Aumento di capitale sociale di Acqualatina: Cisterna dice no

Il Consiglio comunale di Cisterna ha dato mandato al Sindaco di votare contro l’aumento di capitale da 30 milioni di euro

Il Consiglio comunale di Cisterna ha detto NO all’aumento di capitale sociale di Acqualatina S.p.A. Nella seduta di ieri mattina, è stata approvata la deliberazione con la quale il Consiglio comunale dà mandato al Sindaco Valentino Mantini di esprimere voto NON favorevole alla proposta del CdA di aumento di capitale sociale da 23.661.533 euro a 53.661.533 euro. Trenta milioni di aumento di capitale sociale, mediante l’emissione di nuove azioni, che saranno oggetto della riunione dell’Assemblea dei soci di Acqualatina S.p.A. Il Comune di Cisterna partecipa alla società Acqualatina S.p.A., società mista pubblico-privata che gestisce il servizio idrico integrato nell’Ambito Territoriale Ottimale (ATO) n. 4 – Lazio meridionale, con una quota pari al 3,09% del capitale sociale. «La proposta di aumento di capitale sociale da 30 milioni di euro non è correlata ad un Piano industriale di sviluppo e investimento in grado di garantire un miglioramento delle infrastrutture delle condotte idriche – ha detto l’assessora al bilancio e tributi Maria Innamorato –. Non abbiamo mai ricevuto un Piano industriale sugli interventi che la società vuole fare, né tantomeno un Piano di ristrutturazione aziendale, che è previsto nelle situazioni di difficoltà economica come quelle paventate da Acqualatina. Abbiamo invece sotto agli occhi una rete idrica fatta di cospicue perdite d’acqua dalle condotte, una dispersione idrica di circa il 70% che grava sulle bollette dei cittadini. Chiaramente, un eventuale aumento di capitale sarebbe un aggravio di oneri a carico degli utenti. Nell’ipotesi in cui Cisterna avesse aderito all’aumento prospettato, sarebbe stata costretta a sostenere un aumento della propria partecipazione azionaria di 927mila euro».

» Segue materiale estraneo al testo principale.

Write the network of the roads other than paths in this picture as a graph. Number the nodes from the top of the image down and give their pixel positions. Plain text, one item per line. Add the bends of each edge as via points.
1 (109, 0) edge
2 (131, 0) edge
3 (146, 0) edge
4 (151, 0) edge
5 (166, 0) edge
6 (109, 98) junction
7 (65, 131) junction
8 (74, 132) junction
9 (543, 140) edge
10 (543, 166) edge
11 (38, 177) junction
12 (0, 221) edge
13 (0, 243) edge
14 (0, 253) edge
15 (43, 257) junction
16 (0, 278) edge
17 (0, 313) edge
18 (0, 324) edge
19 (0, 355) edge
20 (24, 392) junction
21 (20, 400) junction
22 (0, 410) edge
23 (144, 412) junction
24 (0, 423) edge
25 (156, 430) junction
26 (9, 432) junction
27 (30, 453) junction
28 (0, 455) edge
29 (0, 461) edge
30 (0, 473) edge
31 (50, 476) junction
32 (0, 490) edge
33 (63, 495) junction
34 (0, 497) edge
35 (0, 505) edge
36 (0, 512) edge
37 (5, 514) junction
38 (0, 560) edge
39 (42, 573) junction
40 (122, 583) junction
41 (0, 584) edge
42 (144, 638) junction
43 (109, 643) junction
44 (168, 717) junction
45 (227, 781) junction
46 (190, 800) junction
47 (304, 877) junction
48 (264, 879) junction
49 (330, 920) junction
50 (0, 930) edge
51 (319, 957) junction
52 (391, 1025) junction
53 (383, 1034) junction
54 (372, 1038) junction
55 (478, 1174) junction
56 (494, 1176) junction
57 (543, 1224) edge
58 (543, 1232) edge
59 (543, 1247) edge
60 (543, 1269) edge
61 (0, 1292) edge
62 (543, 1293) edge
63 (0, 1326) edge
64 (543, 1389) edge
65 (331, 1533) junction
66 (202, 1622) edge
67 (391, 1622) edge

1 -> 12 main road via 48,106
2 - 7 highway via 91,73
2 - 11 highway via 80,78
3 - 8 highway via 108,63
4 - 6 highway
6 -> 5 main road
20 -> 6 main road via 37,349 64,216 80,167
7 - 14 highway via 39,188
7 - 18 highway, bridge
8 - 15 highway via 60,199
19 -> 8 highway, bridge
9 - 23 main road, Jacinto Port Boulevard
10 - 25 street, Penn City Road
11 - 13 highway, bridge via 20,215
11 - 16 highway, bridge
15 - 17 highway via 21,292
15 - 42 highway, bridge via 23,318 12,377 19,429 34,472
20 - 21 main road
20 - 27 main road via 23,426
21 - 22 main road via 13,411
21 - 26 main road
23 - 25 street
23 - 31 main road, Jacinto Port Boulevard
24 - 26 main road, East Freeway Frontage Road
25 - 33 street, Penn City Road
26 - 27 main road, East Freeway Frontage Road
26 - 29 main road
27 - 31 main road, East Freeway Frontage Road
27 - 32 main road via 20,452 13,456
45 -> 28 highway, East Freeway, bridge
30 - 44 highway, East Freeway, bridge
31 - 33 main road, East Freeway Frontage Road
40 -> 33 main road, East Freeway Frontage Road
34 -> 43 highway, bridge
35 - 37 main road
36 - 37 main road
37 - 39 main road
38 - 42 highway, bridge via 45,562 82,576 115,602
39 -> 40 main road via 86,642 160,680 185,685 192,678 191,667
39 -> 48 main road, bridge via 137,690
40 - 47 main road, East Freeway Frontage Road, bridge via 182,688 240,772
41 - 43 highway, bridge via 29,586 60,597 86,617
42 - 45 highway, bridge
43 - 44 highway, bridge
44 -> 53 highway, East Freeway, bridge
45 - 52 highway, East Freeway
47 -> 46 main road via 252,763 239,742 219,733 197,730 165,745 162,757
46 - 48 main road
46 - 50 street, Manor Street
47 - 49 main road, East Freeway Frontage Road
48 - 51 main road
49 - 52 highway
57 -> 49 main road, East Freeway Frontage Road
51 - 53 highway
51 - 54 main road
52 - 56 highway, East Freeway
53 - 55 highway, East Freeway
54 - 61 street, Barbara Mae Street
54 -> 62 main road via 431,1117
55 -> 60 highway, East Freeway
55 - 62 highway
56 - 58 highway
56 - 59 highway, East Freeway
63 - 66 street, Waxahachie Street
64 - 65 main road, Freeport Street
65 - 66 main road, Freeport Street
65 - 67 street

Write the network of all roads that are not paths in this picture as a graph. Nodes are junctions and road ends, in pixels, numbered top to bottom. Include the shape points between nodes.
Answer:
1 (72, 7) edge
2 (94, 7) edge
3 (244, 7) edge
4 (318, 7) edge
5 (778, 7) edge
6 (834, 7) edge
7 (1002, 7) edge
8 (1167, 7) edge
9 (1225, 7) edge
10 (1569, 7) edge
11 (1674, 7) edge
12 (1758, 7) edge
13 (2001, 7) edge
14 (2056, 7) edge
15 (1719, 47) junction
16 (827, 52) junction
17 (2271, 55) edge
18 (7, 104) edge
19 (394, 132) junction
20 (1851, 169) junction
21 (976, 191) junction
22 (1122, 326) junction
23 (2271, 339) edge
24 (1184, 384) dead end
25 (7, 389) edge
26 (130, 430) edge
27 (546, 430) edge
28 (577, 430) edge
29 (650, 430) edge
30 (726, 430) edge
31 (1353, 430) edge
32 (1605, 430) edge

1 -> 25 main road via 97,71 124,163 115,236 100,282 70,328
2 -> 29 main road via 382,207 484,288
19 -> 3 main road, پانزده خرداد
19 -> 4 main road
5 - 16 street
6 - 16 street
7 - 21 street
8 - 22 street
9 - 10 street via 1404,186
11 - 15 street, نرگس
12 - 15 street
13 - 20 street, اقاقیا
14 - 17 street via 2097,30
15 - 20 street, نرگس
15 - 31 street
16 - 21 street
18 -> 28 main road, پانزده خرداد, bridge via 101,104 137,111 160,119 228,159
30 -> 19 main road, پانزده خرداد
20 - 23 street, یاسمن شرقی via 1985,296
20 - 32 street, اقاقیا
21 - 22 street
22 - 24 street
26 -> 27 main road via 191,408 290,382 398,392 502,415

Nella deliberazione di Consiglio comunale, inoltre, viene citato il contenzioso legale tra il Comune di Cisterna e Acqualatina S.p.A. “volto al recupero dei ratei di ammortamento dei mutui contratti dall’Ente per opere afferenti al Servizio Idrico Integrato”. Il valore complessivo è di quasi 6 milioni di euro che il Comune di Cisterna richiede ad Acqualatina, per le vie legali. “In questo contesto – si legge nella deliberazione approvata dal Consiglio comunale – un’eventuale adesione all’aumento di capitale risulterebbe potenzialmente pregiudizievole per il Comune, in quanto comporterebbe il finanziamento di un soggetto attualmente coinvolto in un rilevante contenzioso giudiziario con l’Ente stesso; tale circostanza, sotto il profilo della prudenza amministrativa, appare incompatibile con l’erogazione di nuove risorse pubbliche a favore della società in questione, esponendo l’Ente al rischio di pregiudizio erariale”. «Il Consiglio comunale di Cisterna ha dato mandato al Sindaco di votare contro l’aumento di capitale da 30 milioni di euro – ha affermato il Sindaco Valentino Mantini – ed è quello che farò nell’Assemblea dei Soci di Acqualatina. Non possiamo sottrarre dalle casse del nostro Comune 927 mila euro, la quota che grava su Cisterna, da bisogni più importanti e impellenti per la nostra comunità come la manutenzione stradale, i servizi sociali, le scuole. La posizione di questa Amministrazione comunale è stata sempre chiara: abbiamo votato contro gli ultimi 4 bilanci di Acqualatina S.p.A., sin dal nostro insediamento».